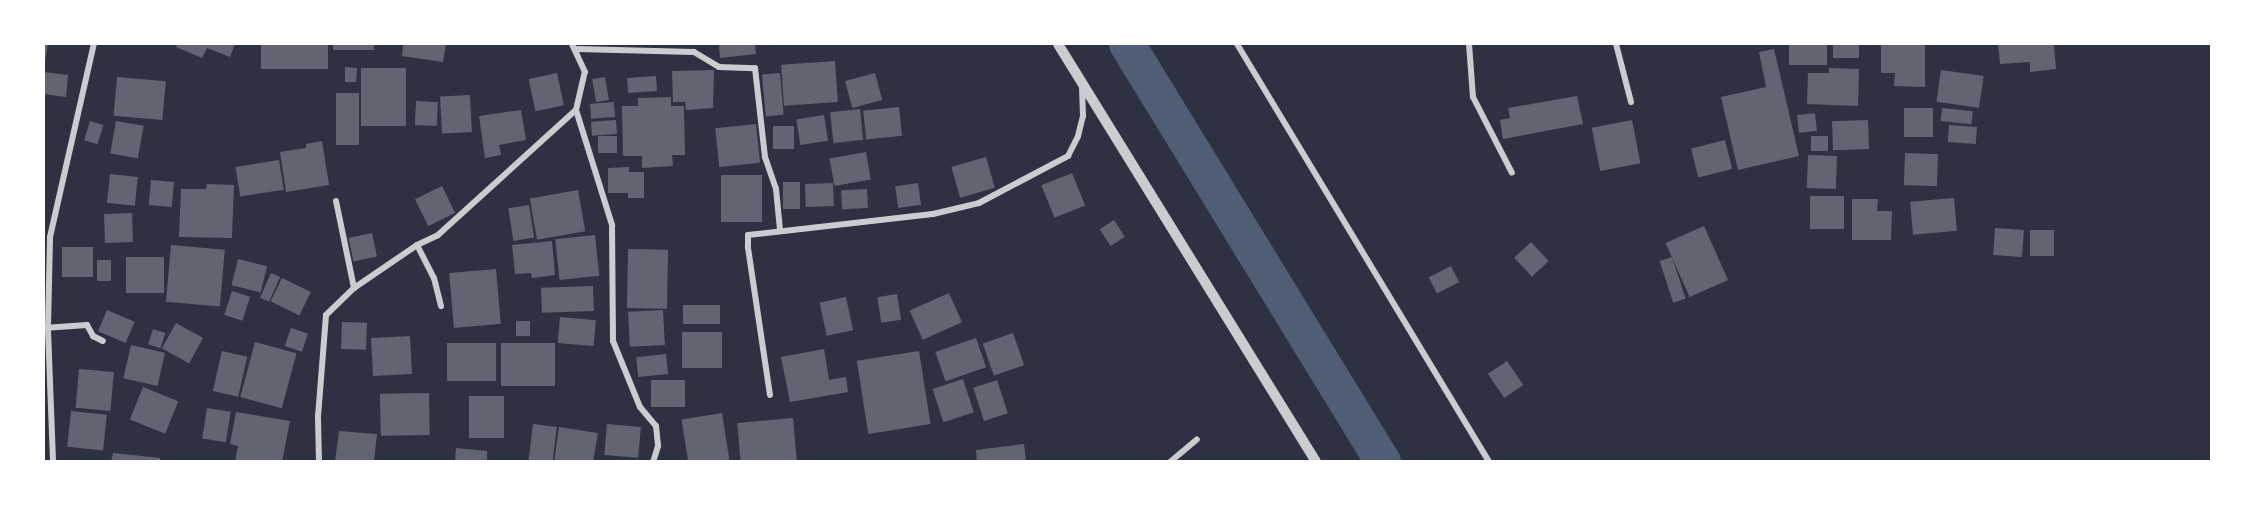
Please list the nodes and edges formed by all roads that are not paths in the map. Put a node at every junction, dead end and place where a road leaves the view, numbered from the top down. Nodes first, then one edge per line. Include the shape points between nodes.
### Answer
1 (94, 44) edge
2 (1058, 44) edge
3 (1237, 44) edge
4 (1469, 44) edge
5 (1616, 44) edge
6 (574, 46) edge
7 (1082, 82) junction
8 (1630, 102) dead end
9 (576, 110) junction
10 (1512, 173) dead end
11 (336, 201) dead end
12 (780, 230) junction
13 (417, 245) junction
14 (354, 288) junction
15 (441, 306) dead end
16 (46, 327) edge
17 (103, 341) dead end
18 (770, 395) dead end
19 (1197, 439) dead end
20 (53, 460) edge
21 (319, 462) edge
22 (653, 462) edge
23 (1170, 462) edge
24 (1316, 462) edge
25 (1490, 462) edge

1 - 16 street via 50,237
2 - 7 street
3 - 25 street
4 - 10 street via 1473,97
5 - 8 street
6 - 9 street via 585,72
6 - 12 street via 694,51 719,67 755,68 765,157 776,189
7 - 12 street via 1083,116 1068,156 979,203 933,214
7 - 24 street
9 - 13 street via 438,235
9 - 22 street via 614,235 613,341 640,406 656,426 658,446
11 - 14 street
12 - 18 street via 748,235
13 - 14 street
13 - 15 street via 434,278
14 - 21 street via 326,315 318,417
16 - 17 street via 87,325 93,336
16 - 20 street
19 - 23 street

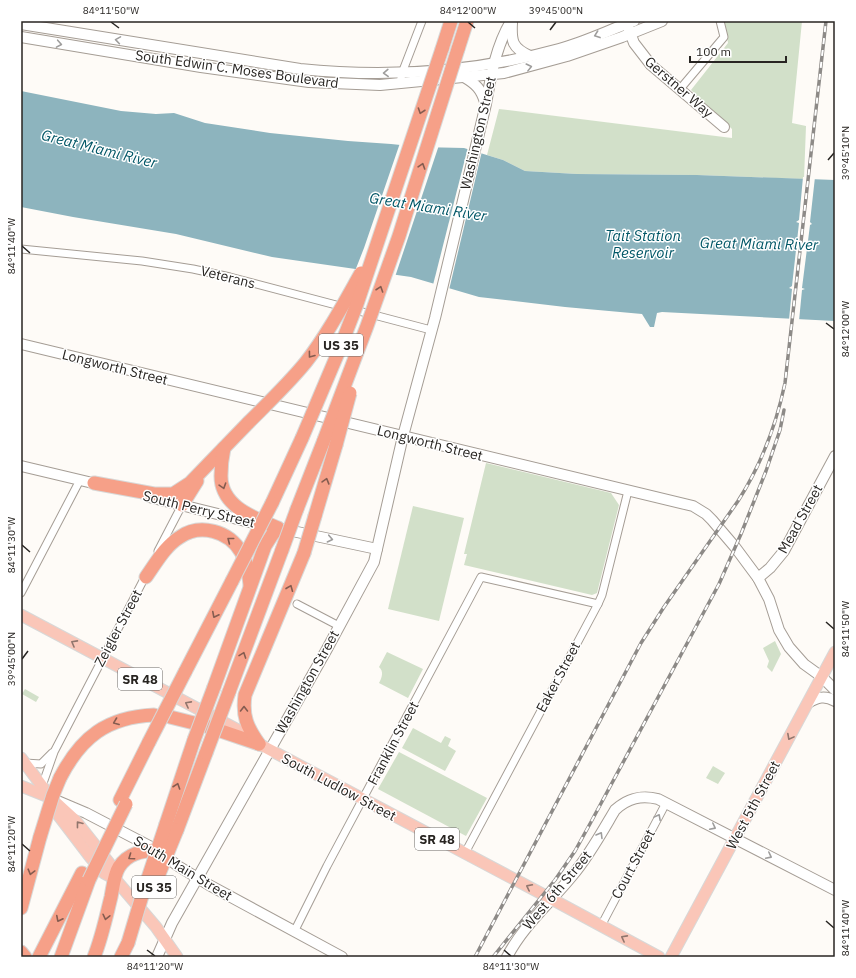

● ● ●

● Brief
When you write out the data, keep every line exact and drop the pictures.

● Result of the task
Please list the nodes and edges formed by all roads that are not paths in the map. Put a node at every junction, dead end and place where a road leaves the view, numbered from the top down. Nodes first, then one edge per line. Include the shape points between nodes.
### Answer
1 (94, 44) edge
2 (1058, 44) edge
3 (1237, 44) edge
4 (1469, 44) edge
5 (1616, 44) edge
6 (574, 46) edge
7 (1082, 82) junction
8 (1630, 102) dead end
9 (576, 110) junction
10 (1512, 173) dead end
11 (336, 201) dead end
12 (780, 230) junction
13 (417, 245) junction
14 (354, 288) junction
15 (441, 306) dead end
16 (46, 327) edge
17 (103, 341) dead end
18 (770, 395) dead end
19 (1197, 439) dead end
20 (53, 460) edge
21 (319, 462) edge
22 (653, 462) edge
23 (1170, 462) edge
24 (1316, 462) edge
25 (1490, 462) edge

1 - 16 street via 50,237
2 - 7 street
3 - 25 street
4 - 10 street via 1473,97
5 - 8 street
6 - 9 street via 585,72
6 - 12 street via 694,51 719,67 755,68 765,157 776,189
7 - 12 street via 1083,116 1068,156 979,203 933,214
7 - 24 street
9 - 13 street via 438,235
9 - 22 street via 614,235 613,341 640,406 656,426 658,446
11 - 14 street
12 - 18 street via 748,235
13 - 14 street
13 - 15 street via 434,278
14 - 21 street via 326,315 318,417
16 - 17 street via 87,325 93,336
16 - 20 street
19 - 23 street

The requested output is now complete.